Proposed amendment tabled, conservation fundraising continues.
Indianapolis –-(Ammoland.com)- Ducks Unlimited leaders want Indiana residents to know that the new DU license plate is available for purchase at Bureau of Motor Vehicles locations across the state.
“There has been some confusion about the plate’s availability due to proposed legislation,” said DU State Chairman Curt Lee.
“The plate has been available since January. Every plate purchased supports habitat conservation in Indiana, which has wetlands that rival any state in the nation.”
Indiana Senate Bill 327 would have eliminated the Indiana DU license plate, which generates funds for wetlands conservation in the state. State Rep. Ed Soliday pulled the measure, which was designed to curb the expansion of specialty plates, during a Wednesday evening legislative session.
Indiana’s specialty plate program allows qualified nonprofit groups to reap $25 from the $40 purchase price of plates to support organizational activities. DU puts that money directly into Indiana conservation.
“What people might not understand about resources like these is how important they are to an organization,” said Joe Borders, regional director for Ducks Unlimited. “At DU, these dollars are available to use as match funds for much larger grants. For every dollar we raise we generally put four more into on-the-ground projects.”
Hoosiers who enjoy outdoor recreation have benefited from DU members’ fundraising efforts. In 2011 alone, the group completed 20 projects conserving 569 acres, as well as providing nearly 6,000 acres of technical assistance and investing $479,471 in Indiana wetland habitats.

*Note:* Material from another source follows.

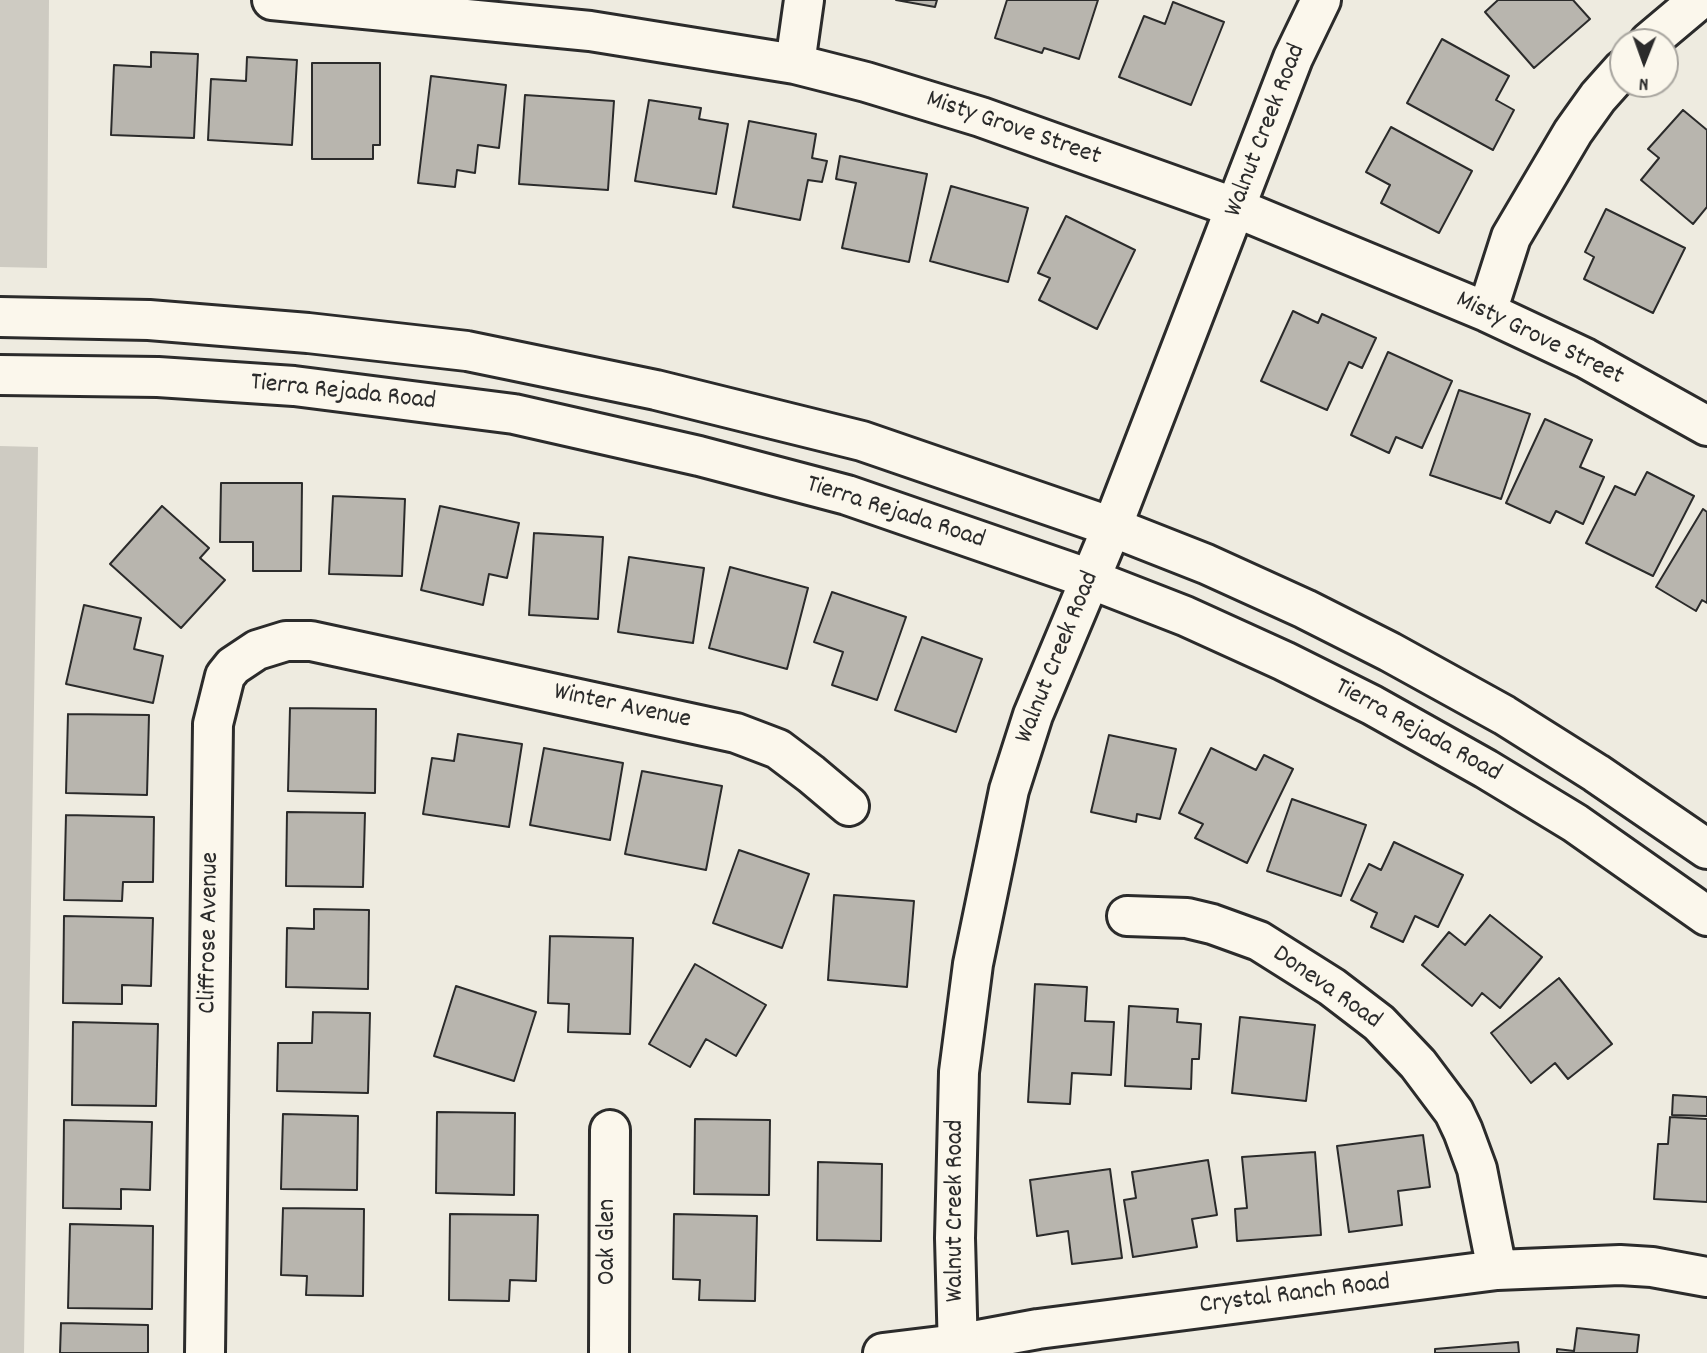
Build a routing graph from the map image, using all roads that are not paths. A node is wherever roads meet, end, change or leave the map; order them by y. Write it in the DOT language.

Ducks Unlimited is the world’s largest nonprofit organization dedicated to conserving North America's continually disappearing waterfowl habitats. Established in 1937, Ducks Unlimited has conserved more than 12 million acres thanks to contributions from more than a million supporters across the continent. Guided by science and dedicated to program efficiency, DU works toward the vision of wetlands sufficient to fill the skies with waterfowl today, tomorrow and forever.